Prompt: Read the records and gather each line that includes "AZIZ".

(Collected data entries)
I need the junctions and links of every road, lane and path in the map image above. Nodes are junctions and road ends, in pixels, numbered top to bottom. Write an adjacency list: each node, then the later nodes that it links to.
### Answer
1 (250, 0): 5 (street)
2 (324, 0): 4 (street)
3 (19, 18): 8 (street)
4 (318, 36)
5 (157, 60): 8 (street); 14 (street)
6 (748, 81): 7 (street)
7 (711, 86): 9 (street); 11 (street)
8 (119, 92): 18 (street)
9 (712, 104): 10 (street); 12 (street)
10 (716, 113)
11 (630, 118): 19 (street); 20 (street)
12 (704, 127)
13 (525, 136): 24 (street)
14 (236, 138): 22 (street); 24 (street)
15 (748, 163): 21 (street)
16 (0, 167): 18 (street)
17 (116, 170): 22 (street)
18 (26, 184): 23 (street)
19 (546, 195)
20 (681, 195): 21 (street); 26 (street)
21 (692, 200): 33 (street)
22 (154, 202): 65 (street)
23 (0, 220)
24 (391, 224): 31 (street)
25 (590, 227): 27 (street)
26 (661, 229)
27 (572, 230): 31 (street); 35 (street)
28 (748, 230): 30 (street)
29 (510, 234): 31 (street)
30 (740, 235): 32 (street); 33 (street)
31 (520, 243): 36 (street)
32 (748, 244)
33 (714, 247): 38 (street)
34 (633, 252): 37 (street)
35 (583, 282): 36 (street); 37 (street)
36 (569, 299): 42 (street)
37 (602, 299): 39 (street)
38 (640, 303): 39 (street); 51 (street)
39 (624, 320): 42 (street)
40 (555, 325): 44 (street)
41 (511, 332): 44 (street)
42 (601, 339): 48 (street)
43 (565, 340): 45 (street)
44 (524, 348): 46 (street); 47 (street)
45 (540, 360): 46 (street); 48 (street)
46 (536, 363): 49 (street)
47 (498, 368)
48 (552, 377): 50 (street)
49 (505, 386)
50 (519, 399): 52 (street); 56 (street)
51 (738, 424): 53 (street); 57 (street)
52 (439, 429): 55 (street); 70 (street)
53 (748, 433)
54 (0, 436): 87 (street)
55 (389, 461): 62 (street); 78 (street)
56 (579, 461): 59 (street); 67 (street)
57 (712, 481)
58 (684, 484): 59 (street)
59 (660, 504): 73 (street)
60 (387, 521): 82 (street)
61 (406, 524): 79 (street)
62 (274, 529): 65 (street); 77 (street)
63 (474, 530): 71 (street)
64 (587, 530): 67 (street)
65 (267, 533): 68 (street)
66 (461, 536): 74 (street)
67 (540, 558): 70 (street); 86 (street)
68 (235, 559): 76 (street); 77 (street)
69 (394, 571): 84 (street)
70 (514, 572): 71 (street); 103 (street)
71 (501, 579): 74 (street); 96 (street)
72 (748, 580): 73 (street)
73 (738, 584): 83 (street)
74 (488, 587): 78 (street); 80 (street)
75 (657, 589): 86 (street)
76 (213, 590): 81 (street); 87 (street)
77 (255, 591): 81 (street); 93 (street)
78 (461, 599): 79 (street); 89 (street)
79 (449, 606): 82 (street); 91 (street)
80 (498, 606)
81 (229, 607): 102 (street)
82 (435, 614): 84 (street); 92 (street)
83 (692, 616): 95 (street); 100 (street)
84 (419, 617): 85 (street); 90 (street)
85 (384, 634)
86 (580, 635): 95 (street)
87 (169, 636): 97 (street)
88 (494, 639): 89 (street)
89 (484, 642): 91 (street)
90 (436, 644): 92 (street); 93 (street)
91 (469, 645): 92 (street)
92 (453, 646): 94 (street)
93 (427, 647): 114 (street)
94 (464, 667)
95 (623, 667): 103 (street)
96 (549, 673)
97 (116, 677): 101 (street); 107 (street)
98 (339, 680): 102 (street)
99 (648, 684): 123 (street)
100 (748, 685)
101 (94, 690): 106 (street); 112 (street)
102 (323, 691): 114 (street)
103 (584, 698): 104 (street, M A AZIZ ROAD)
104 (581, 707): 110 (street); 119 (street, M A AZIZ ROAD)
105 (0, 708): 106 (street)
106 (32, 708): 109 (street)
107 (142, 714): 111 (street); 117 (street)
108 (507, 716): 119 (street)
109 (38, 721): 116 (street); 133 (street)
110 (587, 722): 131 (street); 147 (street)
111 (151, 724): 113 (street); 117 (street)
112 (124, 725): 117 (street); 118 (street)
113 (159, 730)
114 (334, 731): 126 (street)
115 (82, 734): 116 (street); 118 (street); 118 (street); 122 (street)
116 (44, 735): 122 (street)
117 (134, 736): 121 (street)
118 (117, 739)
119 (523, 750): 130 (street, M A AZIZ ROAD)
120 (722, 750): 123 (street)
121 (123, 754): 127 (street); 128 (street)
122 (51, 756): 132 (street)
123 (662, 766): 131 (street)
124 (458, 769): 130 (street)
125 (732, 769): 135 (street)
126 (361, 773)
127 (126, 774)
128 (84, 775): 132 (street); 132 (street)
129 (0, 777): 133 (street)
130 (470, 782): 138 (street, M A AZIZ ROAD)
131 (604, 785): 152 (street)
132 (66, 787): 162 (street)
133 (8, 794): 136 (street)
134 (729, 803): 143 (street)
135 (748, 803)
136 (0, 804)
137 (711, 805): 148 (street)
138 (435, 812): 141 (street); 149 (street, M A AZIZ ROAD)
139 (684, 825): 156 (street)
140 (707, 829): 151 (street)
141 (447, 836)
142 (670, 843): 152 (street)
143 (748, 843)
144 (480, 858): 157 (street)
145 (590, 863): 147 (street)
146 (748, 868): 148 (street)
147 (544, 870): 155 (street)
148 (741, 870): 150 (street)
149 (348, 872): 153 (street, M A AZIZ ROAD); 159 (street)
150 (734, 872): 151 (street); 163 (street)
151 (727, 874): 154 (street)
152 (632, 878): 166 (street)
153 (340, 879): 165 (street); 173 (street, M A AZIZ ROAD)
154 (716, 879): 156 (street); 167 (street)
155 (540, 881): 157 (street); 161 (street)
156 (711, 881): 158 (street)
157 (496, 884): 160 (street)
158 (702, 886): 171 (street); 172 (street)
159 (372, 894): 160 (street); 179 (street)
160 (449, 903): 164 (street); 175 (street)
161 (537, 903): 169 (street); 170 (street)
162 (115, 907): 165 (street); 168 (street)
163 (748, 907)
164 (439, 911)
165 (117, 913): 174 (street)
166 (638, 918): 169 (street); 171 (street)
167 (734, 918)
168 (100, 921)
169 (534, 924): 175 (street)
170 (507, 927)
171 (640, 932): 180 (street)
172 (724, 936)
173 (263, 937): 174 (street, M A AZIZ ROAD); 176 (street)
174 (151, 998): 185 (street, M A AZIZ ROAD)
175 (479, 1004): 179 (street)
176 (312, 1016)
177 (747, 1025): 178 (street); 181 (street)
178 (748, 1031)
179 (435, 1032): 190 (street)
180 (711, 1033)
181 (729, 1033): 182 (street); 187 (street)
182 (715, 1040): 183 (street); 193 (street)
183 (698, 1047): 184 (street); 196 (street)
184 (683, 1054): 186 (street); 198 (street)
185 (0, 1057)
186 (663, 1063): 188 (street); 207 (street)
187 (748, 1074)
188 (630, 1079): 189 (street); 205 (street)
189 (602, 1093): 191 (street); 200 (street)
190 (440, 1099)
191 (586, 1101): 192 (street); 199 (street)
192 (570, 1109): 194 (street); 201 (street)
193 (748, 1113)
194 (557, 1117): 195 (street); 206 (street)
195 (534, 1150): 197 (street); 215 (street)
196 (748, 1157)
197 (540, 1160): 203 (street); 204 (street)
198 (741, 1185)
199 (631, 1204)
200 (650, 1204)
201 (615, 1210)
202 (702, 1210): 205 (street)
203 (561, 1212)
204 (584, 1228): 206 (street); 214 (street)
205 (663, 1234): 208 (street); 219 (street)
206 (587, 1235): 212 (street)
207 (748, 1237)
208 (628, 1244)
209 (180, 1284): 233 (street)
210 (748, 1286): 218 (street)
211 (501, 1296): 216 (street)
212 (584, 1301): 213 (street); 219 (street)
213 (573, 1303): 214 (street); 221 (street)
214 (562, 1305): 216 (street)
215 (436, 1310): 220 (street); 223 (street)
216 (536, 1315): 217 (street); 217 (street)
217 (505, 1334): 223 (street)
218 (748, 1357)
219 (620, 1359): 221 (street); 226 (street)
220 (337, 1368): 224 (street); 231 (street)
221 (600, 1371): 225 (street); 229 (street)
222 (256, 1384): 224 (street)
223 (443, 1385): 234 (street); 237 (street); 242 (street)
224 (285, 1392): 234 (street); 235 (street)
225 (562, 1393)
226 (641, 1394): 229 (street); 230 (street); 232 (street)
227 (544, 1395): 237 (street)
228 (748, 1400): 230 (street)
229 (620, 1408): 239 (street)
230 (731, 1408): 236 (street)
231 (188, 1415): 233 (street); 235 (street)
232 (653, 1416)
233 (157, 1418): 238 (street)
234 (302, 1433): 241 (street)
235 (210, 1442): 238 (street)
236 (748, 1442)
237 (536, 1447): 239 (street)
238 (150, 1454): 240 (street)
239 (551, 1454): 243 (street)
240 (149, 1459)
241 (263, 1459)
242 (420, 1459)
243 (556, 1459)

Output of the exercise:
103 (584, 698): 104 (street, M A AZIZ ROAD)
104 (581, 707): 110 (street); 119 (street, M A AZIZ ROAD)
119 (523, 750): 130 (street, M A AZIZ ROAD)
130 (470, 782): 138 (street, M A AZIZ ROAD)
138 (435, 812): 141 (street); 149 (street, M A AZIZ ROAD)
149 (348, 872): 153 (street, M A AZIZ ROAD); 159 (street)
153 (340, 879): 165 (street); 173 (street, M A AZIZ ROAD)
173 (263, 937): 174 (street, M A AZIZ ROAD); 176 (street)
174 (151, 998): 185 (street, M A AZIZ ROAD)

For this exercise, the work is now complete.